YOUR INSTRUCTIONS –
Look below for the line holding "thumb cmc: (797, 1068)" and the line holding "index dip: (1168, 745)". Repeat those two and everything between, exactly.

RECORDS –
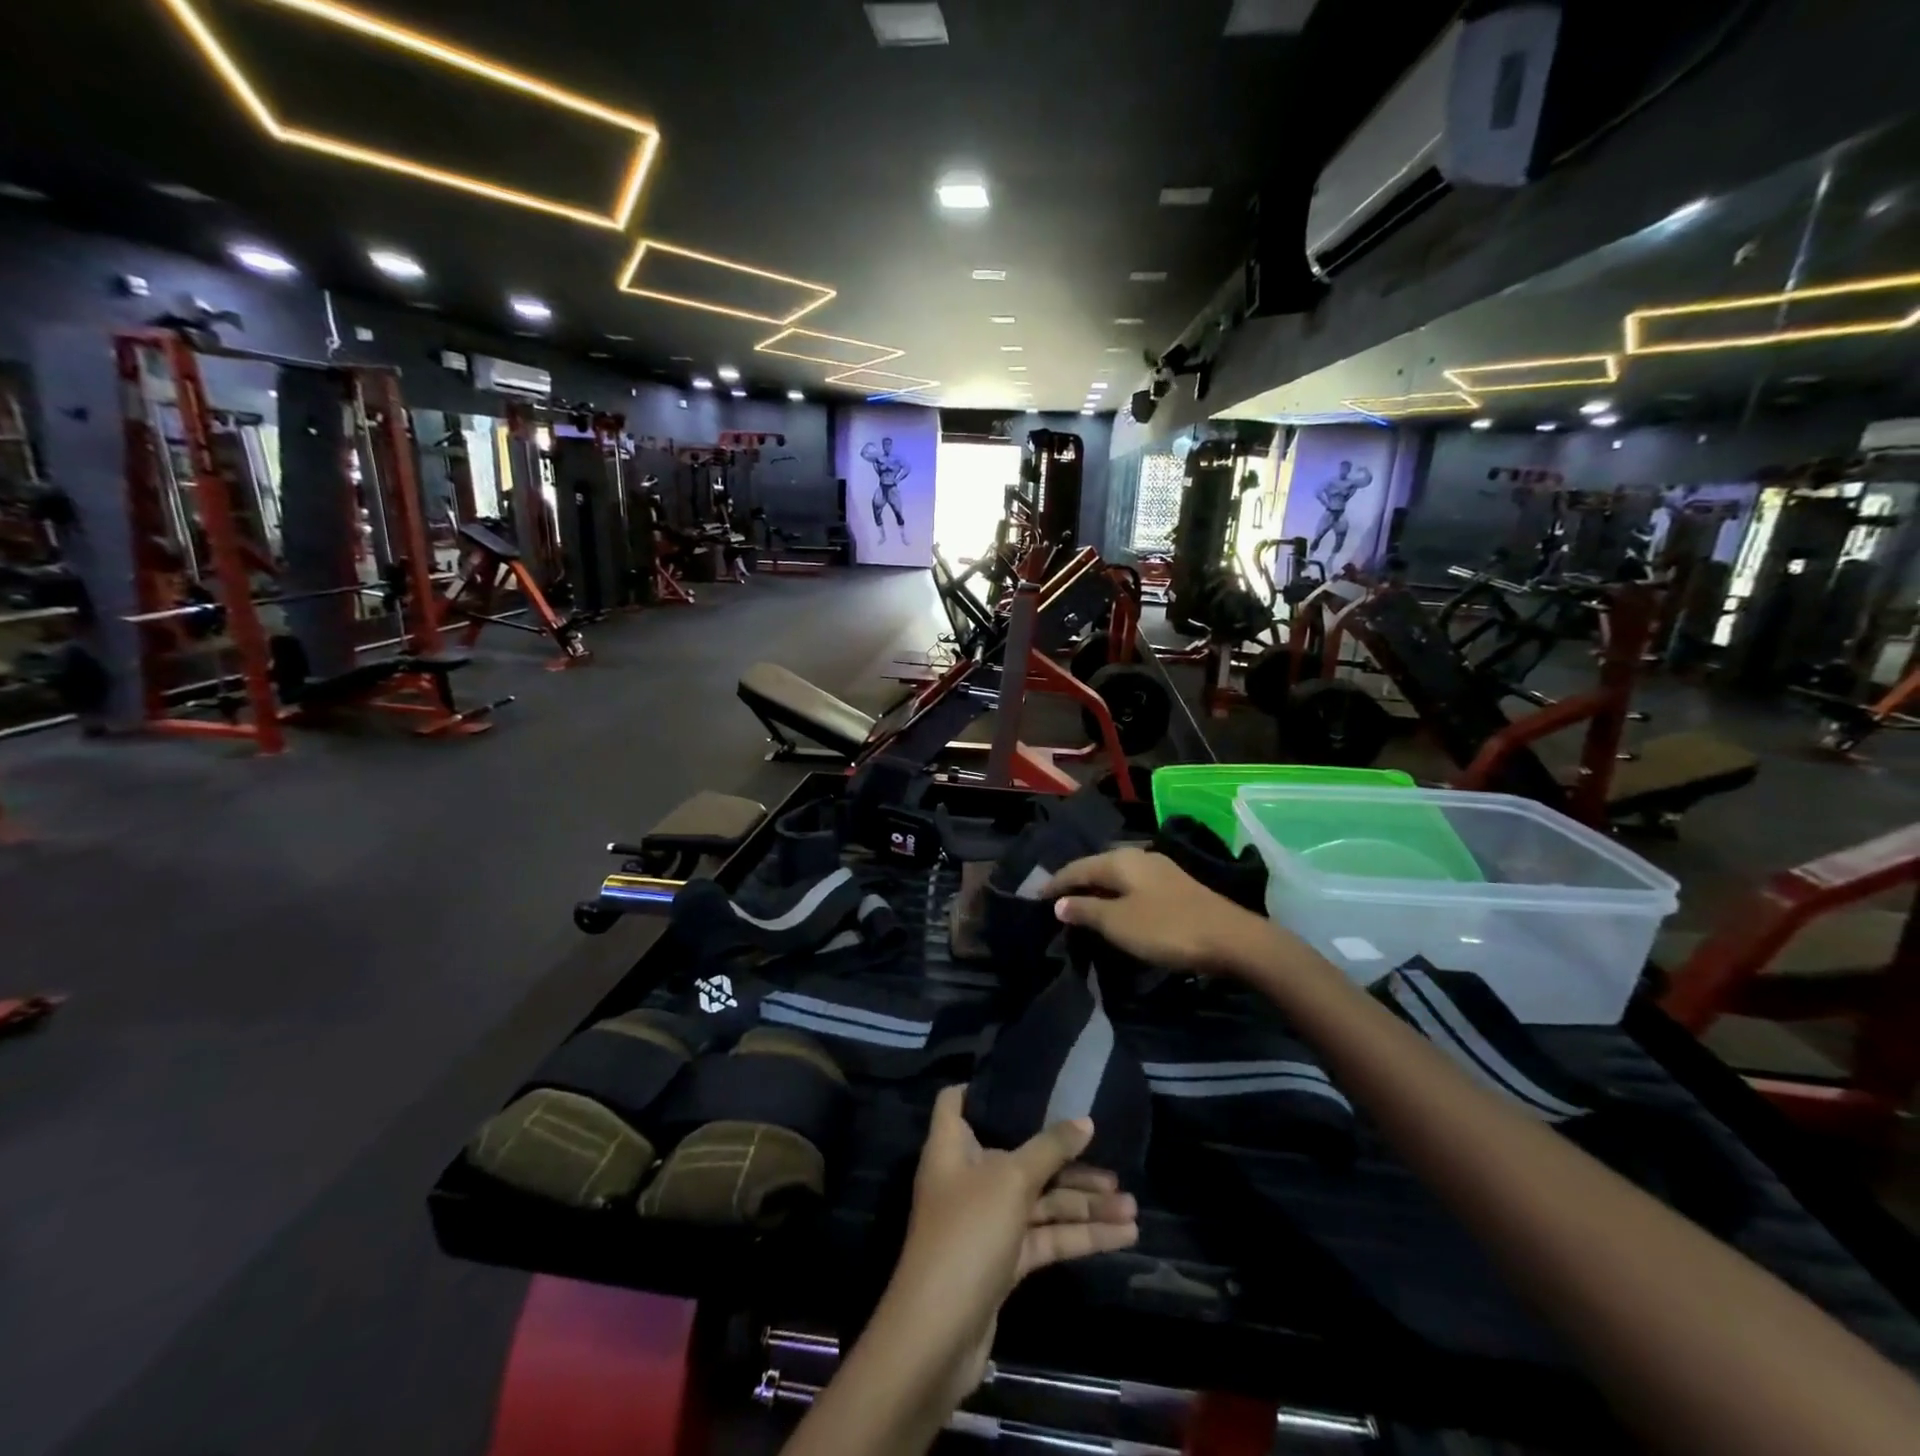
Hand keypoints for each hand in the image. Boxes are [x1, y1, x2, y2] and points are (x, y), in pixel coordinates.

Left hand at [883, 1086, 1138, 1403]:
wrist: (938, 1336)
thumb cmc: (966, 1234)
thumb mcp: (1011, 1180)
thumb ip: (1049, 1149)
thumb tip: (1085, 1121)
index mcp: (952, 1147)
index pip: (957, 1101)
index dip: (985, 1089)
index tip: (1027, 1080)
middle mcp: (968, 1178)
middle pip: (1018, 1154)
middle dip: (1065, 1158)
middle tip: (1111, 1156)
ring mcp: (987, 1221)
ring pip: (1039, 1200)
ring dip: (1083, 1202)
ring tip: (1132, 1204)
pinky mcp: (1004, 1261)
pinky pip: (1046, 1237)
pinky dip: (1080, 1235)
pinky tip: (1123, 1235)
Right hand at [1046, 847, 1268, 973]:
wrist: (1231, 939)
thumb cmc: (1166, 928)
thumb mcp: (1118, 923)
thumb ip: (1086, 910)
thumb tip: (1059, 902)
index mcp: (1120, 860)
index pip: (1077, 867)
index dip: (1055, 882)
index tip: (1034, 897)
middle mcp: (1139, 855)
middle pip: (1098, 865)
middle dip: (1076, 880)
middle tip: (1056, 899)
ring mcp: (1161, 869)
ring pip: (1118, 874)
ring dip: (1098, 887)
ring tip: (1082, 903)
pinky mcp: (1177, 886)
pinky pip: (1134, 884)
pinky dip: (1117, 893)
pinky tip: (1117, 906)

--

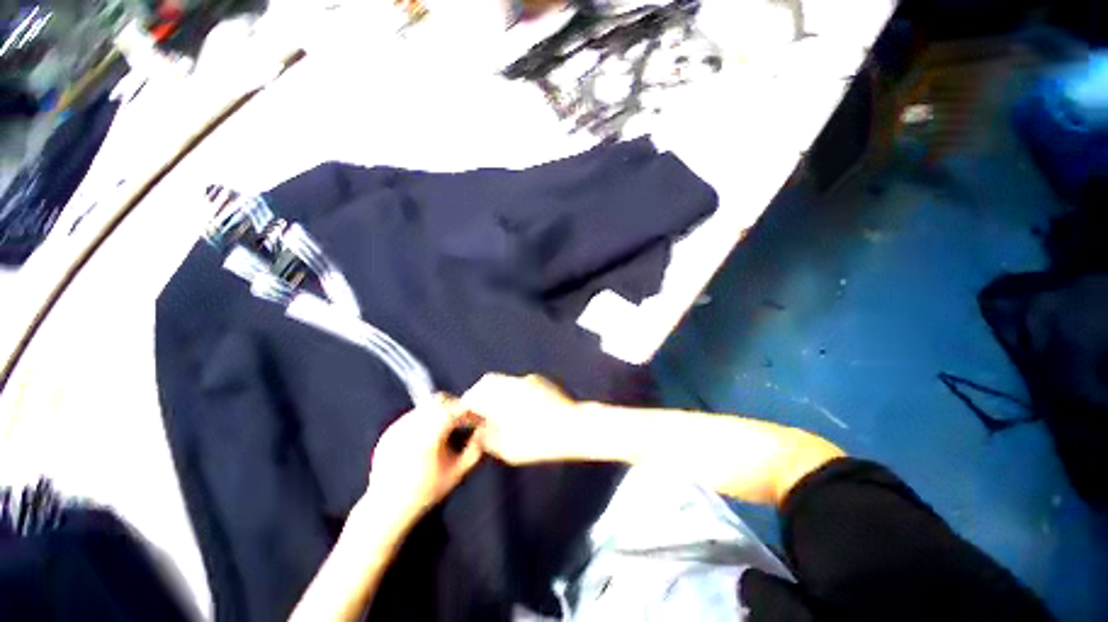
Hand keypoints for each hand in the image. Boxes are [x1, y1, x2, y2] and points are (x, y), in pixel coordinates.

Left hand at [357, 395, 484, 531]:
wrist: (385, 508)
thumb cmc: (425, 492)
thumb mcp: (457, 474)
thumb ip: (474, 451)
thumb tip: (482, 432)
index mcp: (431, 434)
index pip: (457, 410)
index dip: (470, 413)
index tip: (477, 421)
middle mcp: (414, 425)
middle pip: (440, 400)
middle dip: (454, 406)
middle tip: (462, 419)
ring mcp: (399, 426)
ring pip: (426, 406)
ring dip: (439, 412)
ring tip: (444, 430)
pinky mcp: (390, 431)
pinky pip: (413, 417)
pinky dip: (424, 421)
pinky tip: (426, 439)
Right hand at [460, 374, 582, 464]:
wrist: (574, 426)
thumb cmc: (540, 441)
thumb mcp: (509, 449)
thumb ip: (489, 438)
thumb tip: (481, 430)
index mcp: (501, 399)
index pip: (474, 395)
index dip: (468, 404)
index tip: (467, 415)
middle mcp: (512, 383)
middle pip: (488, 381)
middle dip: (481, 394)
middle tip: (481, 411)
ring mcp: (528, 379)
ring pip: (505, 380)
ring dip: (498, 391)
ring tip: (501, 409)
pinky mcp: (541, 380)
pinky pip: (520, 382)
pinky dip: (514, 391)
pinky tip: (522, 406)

* * *

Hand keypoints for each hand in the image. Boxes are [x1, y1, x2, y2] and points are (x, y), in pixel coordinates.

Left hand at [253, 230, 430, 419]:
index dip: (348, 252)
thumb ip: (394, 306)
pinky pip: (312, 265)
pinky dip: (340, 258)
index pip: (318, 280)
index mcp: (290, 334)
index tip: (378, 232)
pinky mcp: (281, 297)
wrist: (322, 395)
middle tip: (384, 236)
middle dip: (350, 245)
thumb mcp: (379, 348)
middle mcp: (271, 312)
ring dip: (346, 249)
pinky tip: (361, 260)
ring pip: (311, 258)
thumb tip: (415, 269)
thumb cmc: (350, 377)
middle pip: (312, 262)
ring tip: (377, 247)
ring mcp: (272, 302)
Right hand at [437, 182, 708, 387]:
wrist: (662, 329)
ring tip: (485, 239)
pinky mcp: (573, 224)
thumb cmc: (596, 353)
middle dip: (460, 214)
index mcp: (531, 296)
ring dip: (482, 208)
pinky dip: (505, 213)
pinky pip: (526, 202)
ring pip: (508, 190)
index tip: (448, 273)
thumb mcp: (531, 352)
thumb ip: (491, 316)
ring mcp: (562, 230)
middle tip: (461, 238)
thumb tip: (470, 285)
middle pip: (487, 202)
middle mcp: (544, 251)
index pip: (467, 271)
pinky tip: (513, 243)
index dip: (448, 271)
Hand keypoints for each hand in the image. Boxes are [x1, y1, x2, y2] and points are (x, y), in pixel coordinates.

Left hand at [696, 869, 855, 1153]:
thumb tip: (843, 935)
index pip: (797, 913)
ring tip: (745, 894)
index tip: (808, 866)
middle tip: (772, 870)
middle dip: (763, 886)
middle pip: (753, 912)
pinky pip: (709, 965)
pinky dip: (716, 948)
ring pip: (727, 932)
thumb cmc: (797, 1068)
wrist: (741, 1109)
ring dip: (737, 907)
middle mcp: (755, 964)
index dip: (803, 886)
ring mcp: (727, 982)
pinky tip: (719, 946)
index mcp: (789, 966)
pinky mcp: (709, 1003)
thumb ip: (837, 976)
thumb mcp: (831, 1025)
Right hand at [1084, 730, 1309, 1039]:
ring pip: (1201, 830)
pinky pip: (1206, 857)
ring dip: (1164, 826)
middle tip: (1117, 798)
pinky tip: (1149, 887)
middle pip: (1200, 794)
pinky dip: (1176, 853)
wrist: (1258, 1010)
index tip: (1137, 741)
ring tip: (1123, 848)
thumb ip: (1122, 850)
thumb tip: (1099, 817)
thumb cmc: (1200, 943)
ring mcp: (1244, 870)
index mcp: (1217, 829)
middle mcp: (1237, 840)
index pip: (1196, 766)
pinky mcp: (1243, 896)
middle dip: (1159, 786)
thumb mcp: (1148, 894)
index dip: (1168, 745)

FINAL ANSWER –
thumb cmc: (797, 1068)
wrist: (741, 1109)
ring dip: (737, 907)
middle mcp: (755, 964)
index dip: (803, 886)
ring mcp: (727, 982)
pinky tip: (719, 946)
index mcp: (789, 966)
pinky mcp: (709, 1003)
thumb ip: (837, 976)
thumb mcp: (831, 1025)
Right hand at [1084, 730, 1309, 1039]:
ring pip: (1201, 830)
pinky pip: (1206, 857)
ring dip: (1164, 826)
middle tip: (1117, 798)
pinky tip: (1149, 887)
middle pip: (1200, 794)
pinky dip: (1176, 853)
wrist: (1258, 1010)
index tip: (1137, 741)
ring tip: (1123, 848)
thumb ip: (1122, 850)
thumb tip: (1099, 817)
thumb cmc: (1200, 943)
ring mcp: (1244, 870)
index mcp: (1217, 829)
middle mcp: (1237, 840)
index pip: (1196, 766)
pinky mcp: (1243, 896)
middle dip: (1159, 786)
thumb mcp: (1148, 894)
index dip: (1168, 745)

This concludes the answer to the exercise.